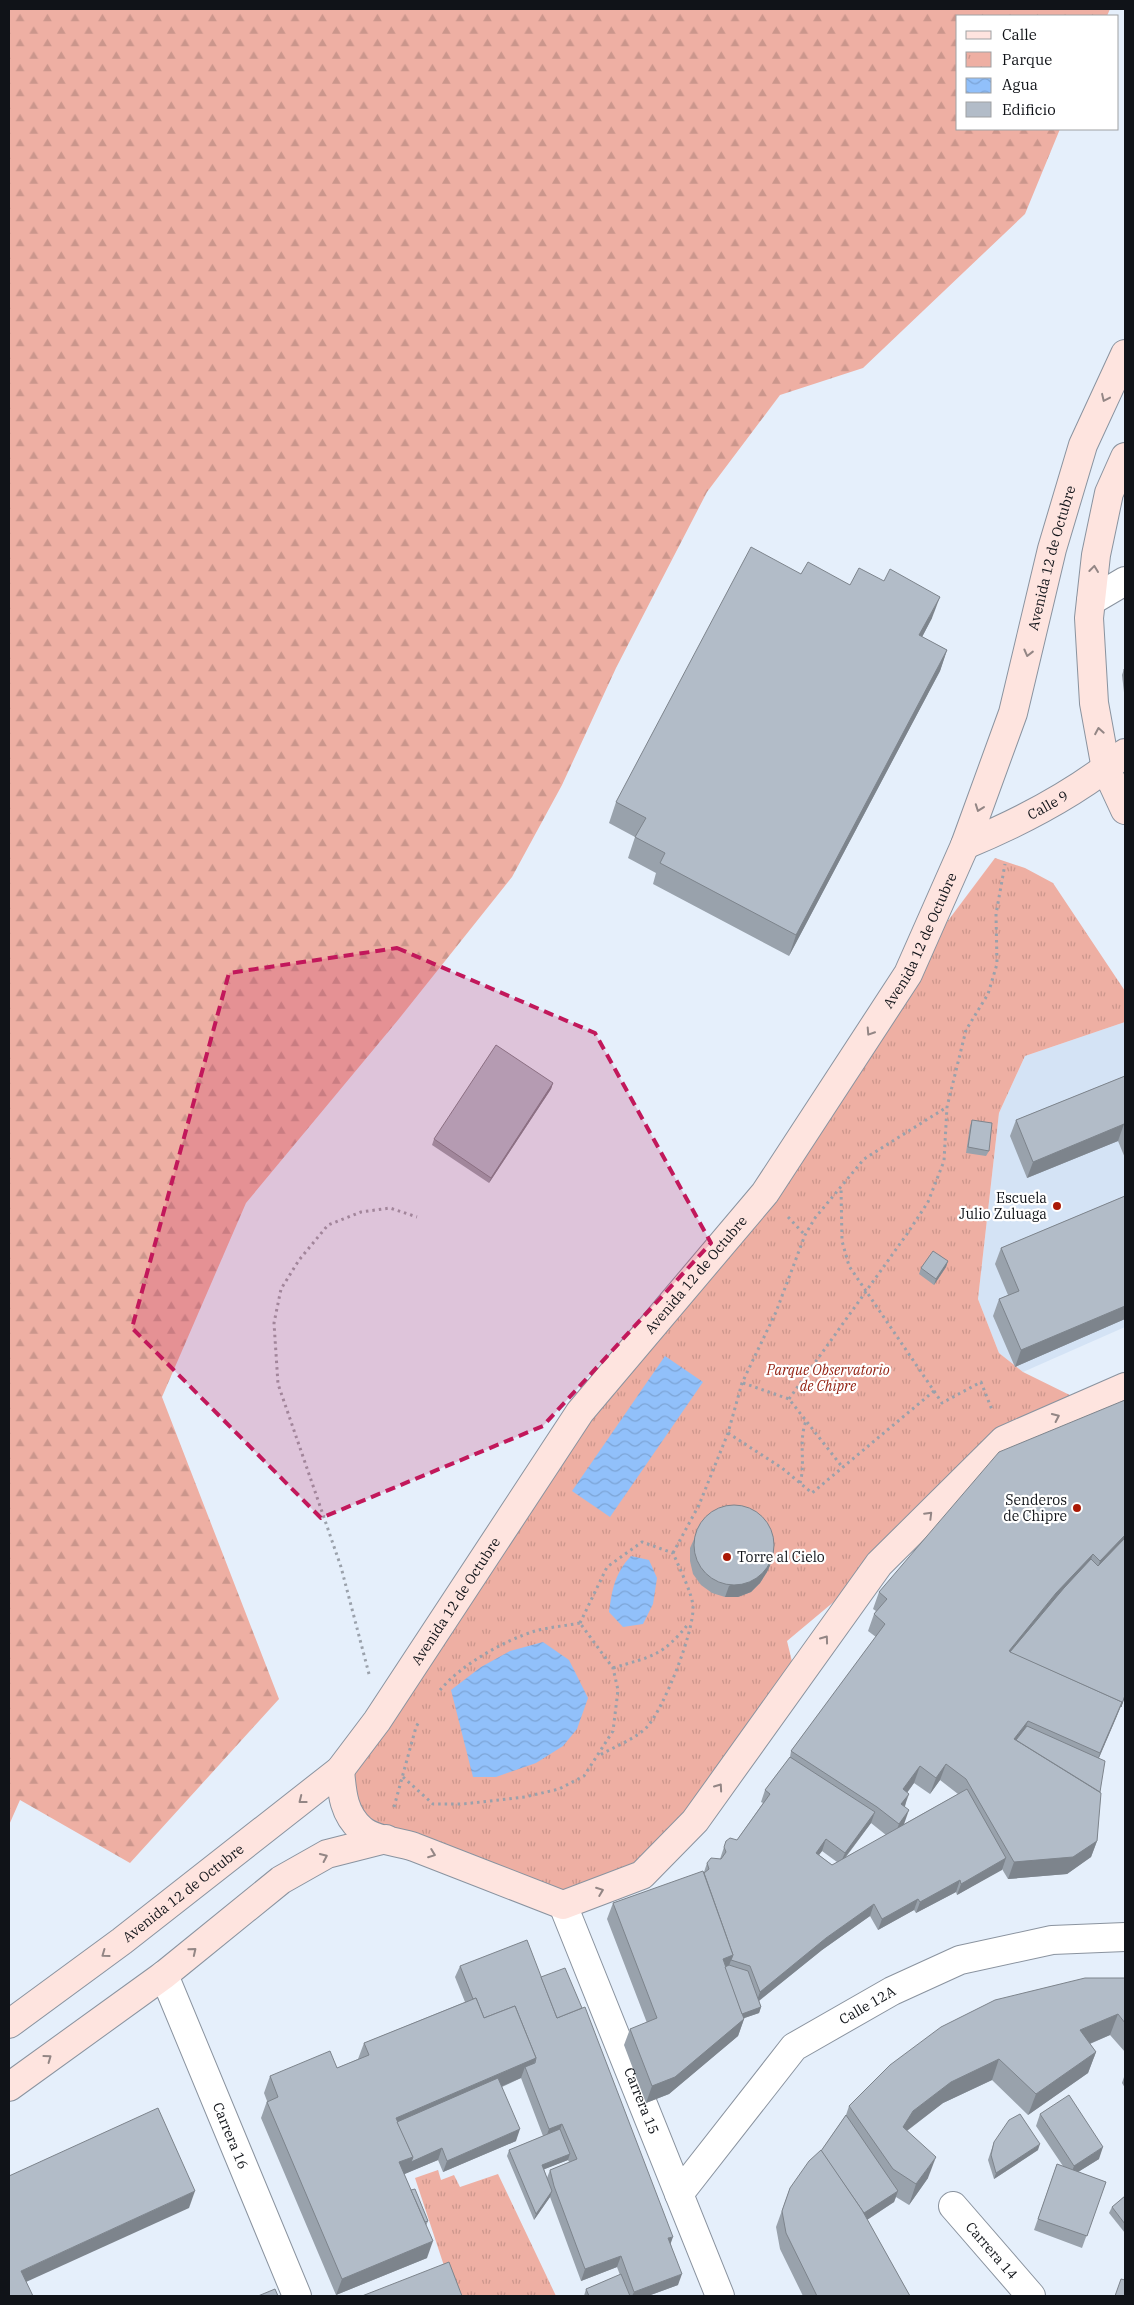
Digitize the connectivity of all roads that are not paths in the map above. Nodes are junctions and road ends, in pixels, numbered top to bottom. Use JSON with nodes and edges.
{"nodes":[{"id":1,"x":1125,"y":354,"type":"edge"},
{"id":2,"x":1125,"y":457,"type":"edge"},
{"id":3,"x":1125,"y":581,"type":"edge"},
{"id":4,"x":1091,"y":601,"type":"junction"},
{"id":5,"x":1116,"y":761,"type":"edge"},
{"id":6,"x":1125,"y":810,"type":"edge"},
{"id":7,"x":965,"y":845,"type":"junction"},
{"id":8,"x":1125,"y":1387,"type":"edge"},
{"id":9,"x":340,"y":1770,"type":"junction"},
{"id":10,"x":386,"y":1839,"type":"junction"},
{"id":11,"x":563,"y":1906,"type":"junction"},
{"id":12,"x":1125,"y":1937,"type":"edge"},
{"id":13,"x":164,"y":1975,"type":"junction"},
{"id":14,"x":9,"y":2024,"type":"edge"},
{"id":15,"x":9,"y":2087,"type":"edge"},
{"id":16,"x":679,"y":2194,"type":"junction"},
{"id":17,"x":953,"y":2206,"type":"dead end"},
{"id":18,"x":297,"y":2296,"type":"edge"},
{"id":19,"x":720,"y":2296,"type":"edge"},
{"id":20,"x":1031,"y":2296,"type":"edge"}],
"edges":[{"from":1,"to":7,"type":"main road","name":"Avenida 12 de Octubre","one_way":true},
{"from":4,"to":2,"type":"main road","one_way":true},
{"from":3,"to":4,"type":"street"},
{"from":5,"to":4,"type":"main road","one_way":true},
{"from":5,"to":6,"type":"main road"},
{"from":5,"to":7,"type":"main road","name":"Calle 9"},
{"from":7,"to":9,"type":"main road","name":"Avenida 12 de Octubre","one_way":true},
{"from":11,"to":8,"type":"main road","one_way":true},
{"from":9,"to":10,"type":"main road"},
{"from":9,"to":14,"type":"main road","name":"Avenida 12 de Octubre","one_way":true},
{"from":10,"to":11,"type":"main road","one_way":true},
{"from":13,"to":10,"type":"main road","one_way":true},
{"from":11,"to":16,"type":"street","name":"Carrera 15"},
{"from":12,"to":16,"type":"street","name":"Calle 12A"},
{"from":15,"to":13,"type":"main road","one_way":true},
{"from":13,"to":18,"type":"street","name":"Carrera 16"},
{"from":16,"to":19,"type":"street","name":"Carrera 15"},
{"from":17,"to":20,"type":"street","name":"Carrera 14"}]}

= = =

Exercise goal: Without changing a word, transcribe all of the data and omit its images.

Finished task:
Digitize the connectivity of all roads that are not paths in the map above. Nodes are junctions and road ends, in pixels, numbered top to bottom. Use JSON with nodes and edges.
{"nodes":[{"id":1,"x":1125,"y":354,"type":"edge"},
{"id":2,"x":1125,"y":457,"type":"edge"},
{"id":3,"x":1125,"y":581,"type":"edge"},
{"id":4,"x":1091,"y":601,"type":"junction"},
{"id":5,"x":1116,"y":761,"type":"edge"},
{"id":6,"x":1125,"y":810,"type":"edge"},
{"id":7,"x":965,"y":845,"type":"junction"},
{"id":8,"x":1125,"y":1387,"type":"edge"},
{"id":9,"x":340,"y":1770,"type":"junction"},
{"id":10,"x":386,"y":1839,"type":"junction"},
{"id":11,"x":563,"y":1906,"type":"junction"},
{"id":12,"x":1125,"y":1937,"type":"edge"},
{"id":13,"x":164,"y":1975,"type":"junction"},
{"id":14,"x":9,"y":2024,"type":"edge"},
{"id":15,"x":9,"y":2087,"type":"edge"},
{"id":16,"x":679,"y":2194,"type":"junction"},
{"id":17,"x":953,"y":2206,"type":"dead end"},
{"id":18,"x":297,"y":2296,"type":"edge"},
{"id":19,"x":720,"y":2296,"type":"edge"},
{"id":20,"x":1031,"y":2296,"type":"edge"}],
"edges":[{"from":1,"to":7,"type":"main road","name":"Avenida 12 de Octubre","one_way":true},
{"from":4,"to":2,"type":"main road","one_way":true},
{"from":3,"to":4,"type":"street"},
{"from":5,"to":4,"type":"main road","one_way":true},
{"from":5,"to":6,"type":"main road"},
{"from":5,"to":7,"type":"main road","name":"Calle 9"},
{"from":7,"to":9,"type":"main road","name":"Avenida 12 de Octubre","one_way":true},
{"from":11,"to":8,"type":"main road","one_way":true},
{"from":9,"to":10,"type":"main road"},
{"from":9,"to":14,"type":"main road","name":"Avenida 12 de Octubre","one_way":true},
{"from":10,"to":11,"type":"main road","one_way":true},
{"from":13,"to":10,"type":"main road","one_way":true},
{"from":11,"to":16,"type":"street","name":"Carrera 15"},
{"from":12,"to":16,"type":"street","name":"Calle 12A"},
{"from":15,"to":13,"type":"main road","one_way":true},
{"from":13,"to":18,"type":"street","name":"Carrera 16"},
{"from":16,"to":19,"type":"street","name":"Carrera 15"},
{"from":17,"to":20,"type":"street","name":"Carrera 14"}]}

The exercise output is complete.